Early life stress elicits visceral hyperalgesia and functional reorganization of pain circuits in adult rats

• Early life stress (ELS) elicits visceral hyperalgesia in adult offspring.
• ELS alters functional activation of the thalamo-cortico-amydala pathway.
• ELS shows a sexually dimorphic effects on brain function.
• Functional imaging-based endpoints promise improved animal-to-human translation.

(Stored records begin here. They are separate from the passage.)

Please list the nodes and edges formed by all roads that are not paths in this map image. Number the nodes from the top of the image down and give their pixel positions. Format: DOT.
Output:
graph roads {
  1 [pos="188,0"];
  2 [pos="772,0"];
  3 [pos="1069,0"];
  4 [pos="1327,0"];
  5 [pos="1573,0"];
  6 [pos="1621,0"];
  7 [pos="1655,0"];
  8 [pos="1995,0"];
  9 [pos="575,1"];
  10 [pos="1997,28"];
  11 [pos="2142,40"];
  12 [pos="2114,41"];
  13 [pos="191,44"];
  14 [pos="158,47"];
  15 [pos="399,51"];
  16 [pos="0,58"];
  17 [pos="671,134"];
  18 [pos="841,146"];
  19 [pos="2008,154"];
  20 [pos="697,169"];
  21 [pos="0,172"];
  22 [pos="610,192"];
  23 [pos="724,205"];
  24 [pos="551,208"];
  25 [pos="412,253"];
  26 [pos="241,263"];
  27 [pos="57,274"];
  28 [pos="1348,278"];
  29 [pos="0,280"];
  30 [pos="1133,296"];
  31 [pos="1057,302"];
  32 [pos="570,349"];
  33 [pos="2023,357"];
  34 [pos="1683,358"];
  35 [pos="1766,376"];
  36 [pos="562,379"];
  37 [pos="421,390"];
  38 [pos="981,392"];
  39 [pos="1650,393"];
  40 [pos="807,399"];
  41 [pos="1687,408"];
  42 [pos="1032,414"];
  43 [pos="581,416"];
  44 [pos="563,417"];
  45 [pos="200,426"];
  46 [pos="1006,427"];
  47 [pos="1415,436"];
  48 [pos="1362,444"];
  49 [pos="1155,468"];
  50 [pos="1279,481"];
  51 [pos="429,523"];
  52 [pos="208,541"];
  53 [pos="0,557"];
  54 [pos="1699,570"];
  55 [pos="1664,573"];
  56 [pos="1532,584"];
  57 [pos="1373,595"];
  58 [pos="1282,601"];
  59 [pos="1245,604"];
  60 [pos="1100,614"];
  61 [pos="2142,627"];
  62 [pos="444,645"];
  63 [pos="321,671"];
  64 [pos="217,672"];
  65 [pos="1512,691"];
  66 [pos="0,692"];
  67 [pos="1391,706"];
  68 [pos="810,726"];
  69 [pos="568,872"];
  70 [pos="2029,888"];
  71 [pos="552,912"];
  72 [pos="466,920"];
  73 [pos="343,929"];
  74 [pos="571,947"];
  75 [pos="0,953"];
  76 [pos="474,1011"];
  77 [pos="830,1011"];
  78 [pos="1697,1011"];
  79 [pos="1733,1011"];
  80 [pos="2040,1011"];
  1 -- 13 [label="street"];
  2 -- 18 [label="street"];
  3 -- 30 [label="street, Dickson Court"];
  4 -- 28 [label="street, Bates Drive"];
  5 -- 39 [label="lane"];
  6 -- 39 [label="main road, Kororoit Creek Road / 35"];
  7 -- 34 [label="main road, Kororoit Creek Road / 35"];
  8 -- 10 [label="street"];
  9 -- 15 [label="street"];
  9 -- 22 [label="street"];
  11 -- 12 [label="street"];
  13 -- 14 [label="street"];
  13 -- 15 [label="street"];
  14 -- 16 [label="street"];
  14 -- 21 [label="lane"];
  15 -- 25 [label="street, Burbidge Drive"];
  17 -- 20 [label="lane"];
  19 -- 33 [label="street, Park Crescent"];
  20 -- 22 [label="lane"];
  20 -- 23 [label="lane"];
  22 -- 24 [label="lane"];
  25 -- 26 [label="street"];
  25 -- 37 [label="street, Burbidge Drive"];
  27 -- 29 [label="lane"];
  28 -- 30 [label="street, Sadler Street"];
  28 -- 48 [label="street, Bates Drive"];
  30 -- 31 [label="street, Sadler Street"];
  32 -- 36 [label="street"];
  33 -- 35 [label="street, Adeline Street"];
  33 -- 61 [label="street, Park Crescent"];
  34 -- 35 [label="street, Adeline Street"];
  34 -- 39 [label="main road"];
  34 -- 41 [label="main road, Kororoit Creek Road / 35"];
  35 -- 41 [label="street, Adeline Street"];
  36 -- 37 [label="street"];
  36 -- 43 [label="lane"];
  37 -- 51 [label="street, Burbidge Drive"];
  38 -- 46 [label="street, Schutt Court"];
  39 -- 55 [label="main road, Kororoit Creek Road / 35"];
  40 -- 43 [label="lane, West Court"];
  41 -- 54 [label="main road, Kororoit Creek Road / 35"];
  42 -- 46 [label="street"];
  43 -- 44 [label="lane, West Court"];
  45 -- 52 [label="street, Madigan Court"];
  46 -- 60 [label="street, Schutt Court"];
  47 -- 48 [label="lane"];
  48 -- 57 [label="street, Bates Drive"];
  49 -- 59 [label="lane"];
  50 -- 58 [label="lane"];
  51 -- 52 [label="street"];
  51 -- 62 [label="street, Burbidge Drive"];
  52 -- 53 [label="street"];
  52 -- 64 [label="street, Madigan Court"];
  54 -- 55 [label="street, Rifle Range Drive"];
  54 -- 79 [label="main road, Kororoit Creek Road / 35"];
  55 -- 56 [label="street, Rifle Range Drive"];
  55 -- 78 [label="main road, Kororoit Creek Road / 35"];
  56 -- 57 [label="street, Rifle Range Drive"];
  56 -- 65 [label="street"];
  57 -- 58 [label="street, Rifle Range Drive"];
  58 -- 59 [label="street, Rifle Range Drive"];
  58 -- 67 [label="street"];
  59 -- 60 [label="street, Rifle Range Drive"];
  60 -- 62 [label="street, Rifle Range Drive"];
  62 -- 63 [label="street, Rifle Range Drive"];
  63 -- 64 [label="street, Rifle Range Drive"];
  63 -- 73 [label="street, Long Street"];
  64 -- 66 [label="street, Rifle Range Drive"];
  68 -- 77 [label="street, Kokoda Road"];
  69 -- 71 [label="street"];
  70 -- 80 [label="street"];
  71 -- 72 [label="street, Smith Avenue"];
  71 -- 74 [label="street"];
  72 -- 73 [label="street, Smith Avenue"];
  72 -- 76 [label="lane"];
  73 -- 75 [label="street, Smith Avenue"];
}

Early life stress (ELS) is a risk factor for developing functional gastrointestinal disorders, and has been proposed to be related to a central amplification of sensory input and resultant visceral hyperalgesia. We sought to characterize ELS-related changes in functional brain responses during acute noxious visceral stimulation. Neonatal rats (males/females) were exposed to limited bedding (ELS) or standard bedding (controls) on postnatal days 2–9. Age 10–11 weeks, animals were implanted with venous cannulas and transmitters for abdominal electromyography (EMG). Cerebral blood flow (rCBF) was mapped during colorectal distension (CRD) using [14C]-iodoantipyrine autoradiography, and analyzed in three-dimensionally reconstructed brains by statistical parametric mapping and functional connectivity. EMG responses to CRD were increased after ELS, with no evidence of a sex difference. ELS rats compared to controls showed a greater significant positive correlation of EMG with amygdalar rCBF. Factorial analysis revealed a significant main effect of ‘ELS’ on functional activation of nodes within the pain pathway (somatosensory, insular, cingulate and prefrontal cortices, locus coeruleus/lateral parabrachial n. [LC/LPB], periaqueductal gray, sensory thalamus), as well as in the amygdala, hippocampus and hypothalamus. In addition, ELS resulted in an increase in the number of significant functional connections (i.e. degree centrality) between regions within the pain circuit, including the amygdala, LC/LPB, insula, anterior ventral cingulate, posterior cingulate (retrosplenium), and stria terminalis, with decreases noted in the sensory thalamus and the hippocampus. Sex differences in rCBF were less broadly expressed, with significant differences noted at the level of the cortex, amygdala, dorsal hippocampus, raphe, sensory thalamus, and caudate-putamen. ELS showed a sexually dimorphic effect (‘Sex x ELS’ interaction) at the LC/LPB complex, globus pallidus, hypothalamus, raphe, septum, caudate-putamen and cerebellum. Our results suggest that ELS alters functional activation of the thalamo-cortico-amydala pathway, as well as the emotional-arousal network (amygdala, locus coeruleus), with evidence that ELS may additionally show sexually dimorphic effects on brain function.